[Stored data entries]
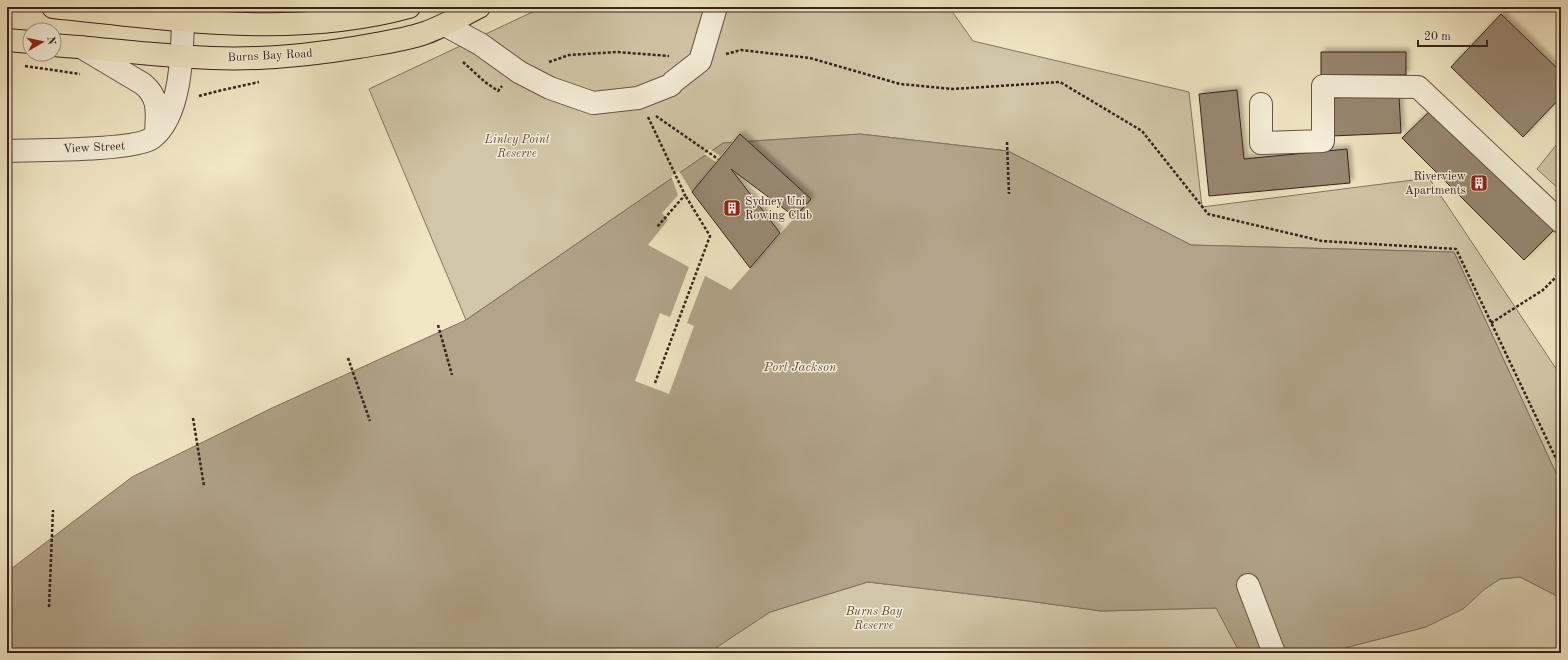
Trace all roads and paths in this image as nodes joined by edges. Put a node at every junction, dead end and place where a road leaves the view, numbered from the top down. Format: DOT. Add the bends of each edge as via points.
graph roads {
  1 [pos="53,7"];
  2 [pos="409,7"];
  3 [pos="480,7"];
  4 [pos="716,7"];
  5 [pos="183,21"];
  6 [pos="445,25"];
  7 [pos="7,40"];
  8 [pos="22,41"];
  9 [pos="62,46"];
  10 [pos="81,47"];
  11 [pos="182,56"];
  12 [pos="461,60"];
  13 [pos="23,66"];
  14 [pos="520,72"];
  15 [pos="85,75"];
  16 [pos="262,82"];
  17 [pos="900,84"];
  18 [pos="192,99"];
  19 [pos="1261,104"];
  20 [pos="646,111"];
  21 [pos="650,111"];
  22 [pos="156,134"];
  23 [pos="1007,142"];
  24 [pos="7,151"];
  25 [pos="718,159"];
  26 [pos="685,194"];
  27 [pos="1009,194"];
  28 [pos="1561,222"];
  29 [pos="657,227"];
  30 [pos="1561,272"];
  31 [pos="1491,323"];
  32 [pos="438,325"];
  33 [pos="348,358"];
  34 [pos="452,375"];
  35 [pos="655,383"];
  36 [pos="193,418"];
  37 [pos="370,421"];
  38 [pos="1561,469"];
  39 [pos="204,486"];
  40 [pos="53,510"];
  41 [pos="1248,585"];
  42 [pos="49,607"];
  43 [pos="1274,653"];
  1 -- 5 [label="main road"];
  2 -- 5 [label="main road" via="333,22 268,25"];
  3 -- 6 [label="main road, Burns Bay Road"];
  4 -- 14 [label="street" via="700,61 671,85 638,98 593,103 550,88"];
  5 -- 11 [label="street"];
  6 -- 11 [label="main road, Burns Bay Road" via="394,41 329,52 281,56"];
  6 -- 14 [label="street" via="480,44"];
  7 -- 8 [label="main road"];
  9 -- 10 [label="main road, Burns Bay Road"];
  10 -- 11 [label="main road, Burns Bay Road"];
  10 -- 22 [label="street" via="150,90 157,112"];
  11 -- 22 [label="street" via="180,80 163,125"];
  12 -- 14 [label="path" via="498,91 509,77"];
  13 -- 15 [label="path"];
  16 -- 18 [label="path" via="218,90"];
  17 -- 31 [label="path" via="953,89 1060,82 1142,131 1208,214 1322,241 1456,250"];
  19 -- 28 [label="street" via="1261,143 1323,141 1323,86 1418,87"];
  20 -- 26 [label="path"];
  21 -- 25 [label="path"];
  22 -- 24 [label="street, View Street" via="150,140 122,146"];
  23 -- 27 [label="path"];
  26 -- 29 [label="path"];
  26 -- 35 [label="path" via="710,236"];
  30 -- 31 [label="path" via="1543,290"];
  31 -- 38 [label="path"];
  32 -- 34 [label="path"];
  33 -- 37 [label="path"];
  36 -- 39 [label="path"];
  40 -- 42 [label="path"];
  41 -- 43 [label="street"];
}
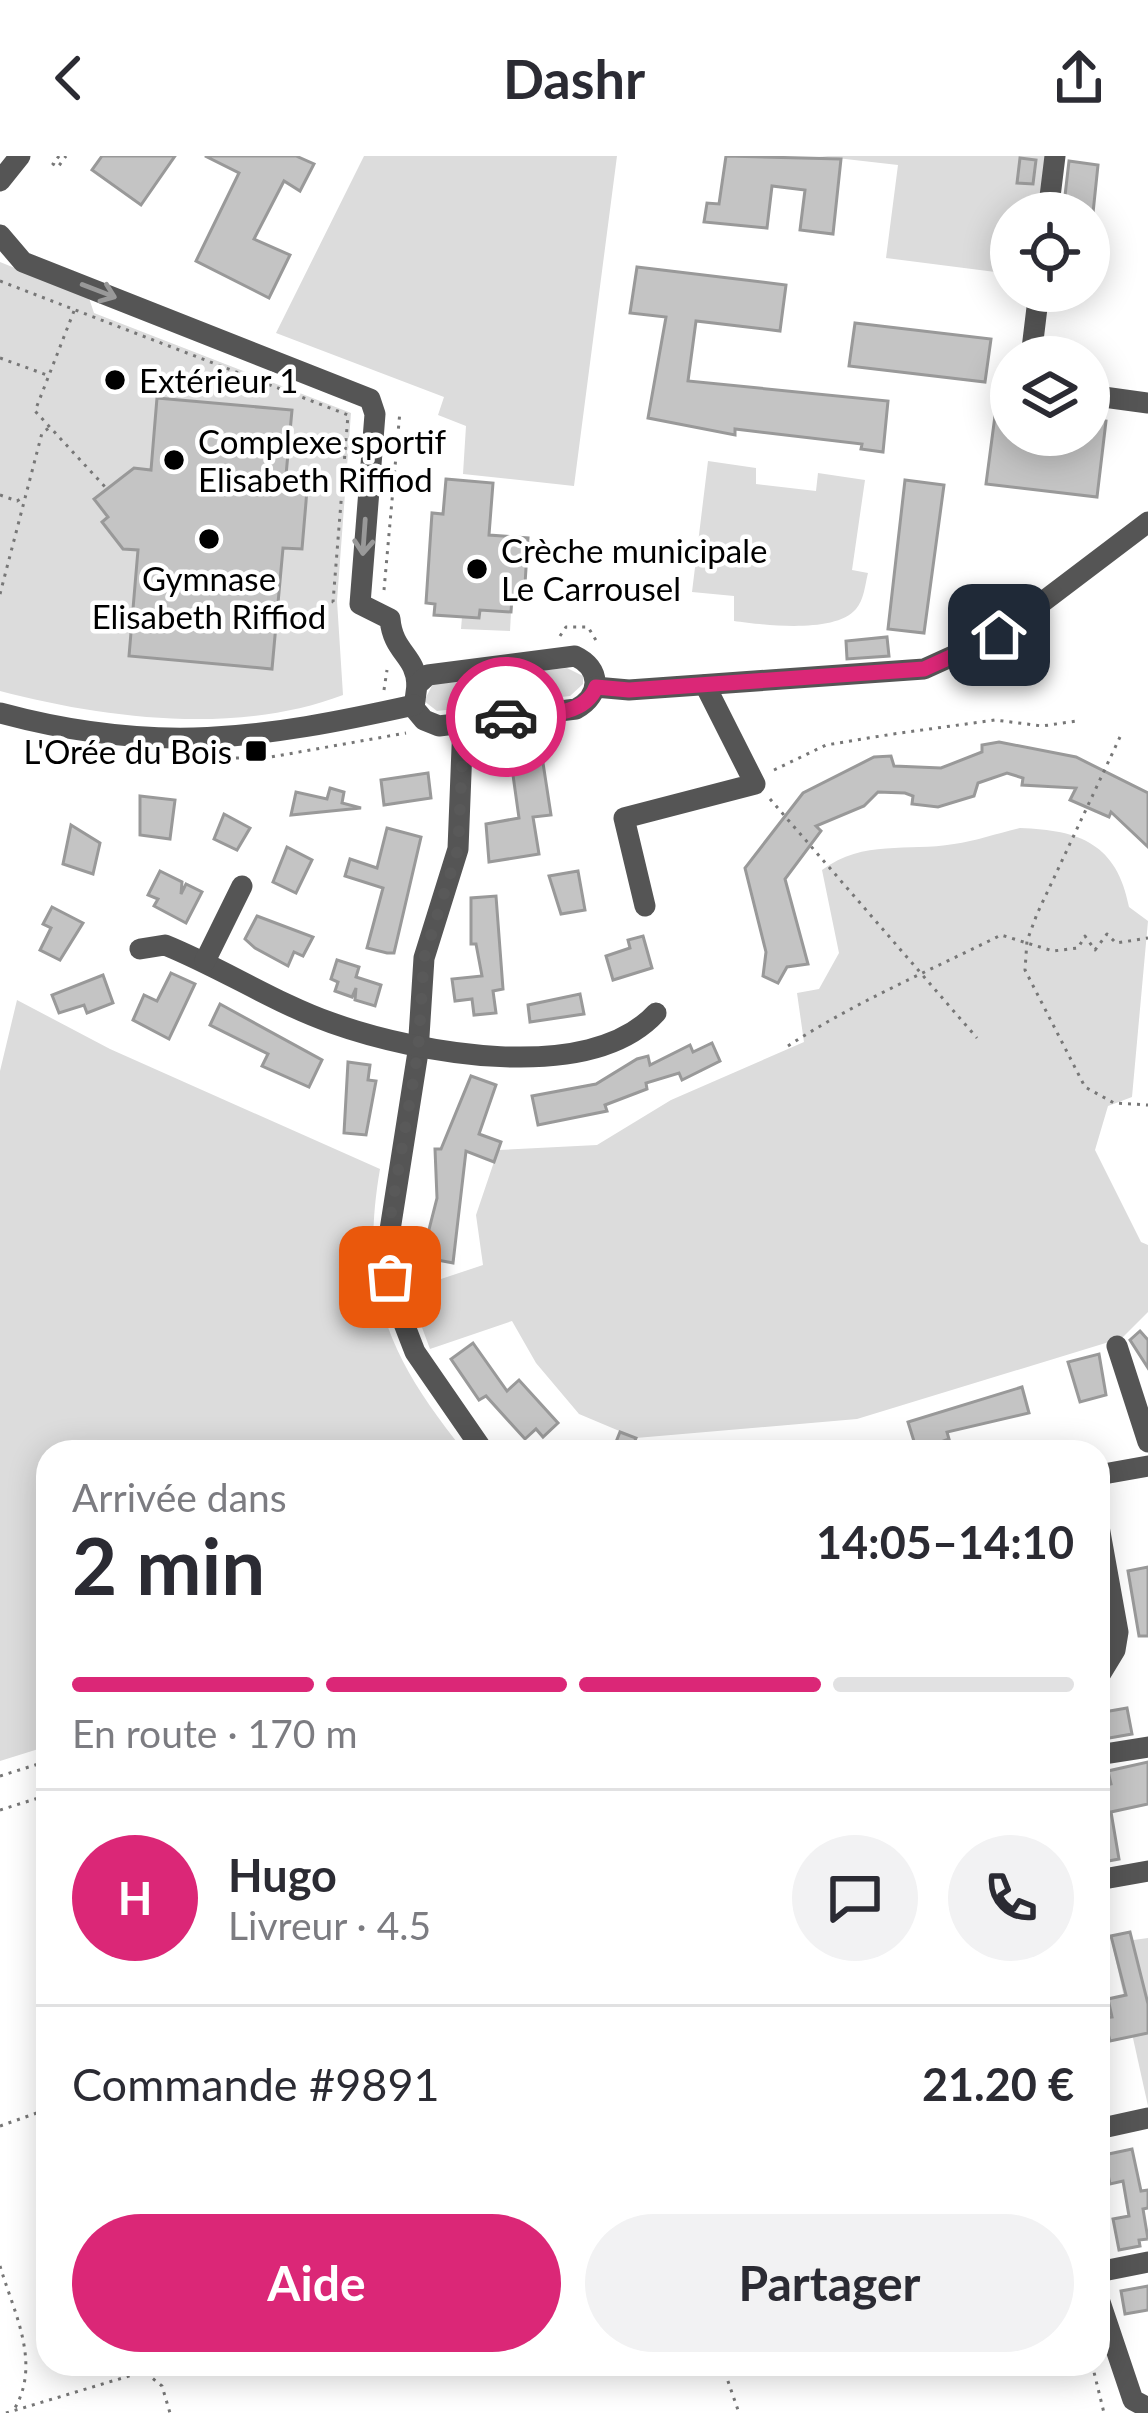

■ **EXERCISE DIRECTIONS**: Output the entries above exactly, without their pictures.

■ **REPLY**:
Trace all roads and paths in this image as nodes joined by edges. Put a node at every junction, dead end and place where a road leaves the view, numbered from the top down. Format: DOT. Add the bends of each edge as via points.
graph roads {
  1 [pos="53,7"];
  2 [pos="409,7"];
  3 [pos="480,7"];
  4 [pos="716,7"];
  5 [pos="183,21"];
  6 [pos="445,25"];
  7 [pos="7,40"];
  8 [pos="22,41"];
  9 [pos="62,46"];
  10 [pos="81,47"];
  11 [pos="182,56"];
  12 [pos="461,60"];
  13 [pos="23,66"];
  14 [pos="520,72"];
  15 [pos="85,75"];
  16 [pos="262,82"];
  17 [pos="900,84"];
  18 [pos="192,99"];
  19 [pos="1261,104"];
  20 [pos="646,111"];
  21 [pos="650,111"];
  22 [pos="156,134"];
  23 [pos="1007,142"];
  24 [pos="7,151"];
  25 [pos="718,159"];
  26 [pos="685,194"];
  27 [pos="1009,194"];
  28 [pos="1561,222"];
  29 [pos="657,227"];
  30 [pos="1561,272"];
  31 [pos="1491,323"];
  32 [pos="438,325"];
  33 [pos="348,358"];
  34 [pos="452,375"];
  35 [pos="655,383"];
  36 [pos="193,418"];
  37 [pos="370,421"];
  38 [pos="1561,469"];
  39 [pos="204,486"];
  40 [pos="53,510"];
  41 [pos="1248,585"];
  42 [pos="49,607"];
  43 [pos="1274,653"];
  1 -- 5 [label="main road"];
  2 -- 5 [label="main road" via="333,22 268,25"];
  3 -- 6 [label="main road, Burns Bay Road"];
  4 -- 14 [label="street" via="700,61 671,85 638,98 593,103 550,88"];
  5 -- 11 [label="street"];
  6 -- 11 [label="main road, Burns Bay Road" via="394,41 329,52 281,56"];
  6 -- 14 [label="street" via="480,44"];
  7 -- 8 [label="main road"];
  9 -- 10 [label="main road, Burns Bay Road"];
  10 -- 11 [label="main road, Burns Bay Road"];
  10 -- 22 [label="street" via="150,90 157,112"];
  11 -- 22 [label="street" via="180,80 163,125"];
  12 -- 14 [label="path" via="498,91 509,77"];
  13 -- 15 [label="path"];
  16 -- 18 [label="path" via="218,90"];
  17 -- 31 [label="path" via="953,89 1060,82 1142,131 1208,214 1322,241 1456,250"];
  19 -- 28 [label="street" via="1261,143 1323,141 1323,86 1418,87"];
  20 -- 26 [label="path"];
  21 -- 25 [label="path"];
  22 -- 24 [label="street, View Street" via="150,140 122,146"];
  23 -- 27 [label="path"];
  26 -- 29 [label="path"];
  26 -- 35 [label="path" via="710,236"];
  30 -- 31 [label="path" via="1543,290"];
  31 -- 38 [label="path"];
  32 -- 34 [label="path"];
  33 -- 37 [label="path"];
  36 -- 39 [label="path"];
  40 -- 42 [label="path"];
  41 -- 43 [label="street"];
}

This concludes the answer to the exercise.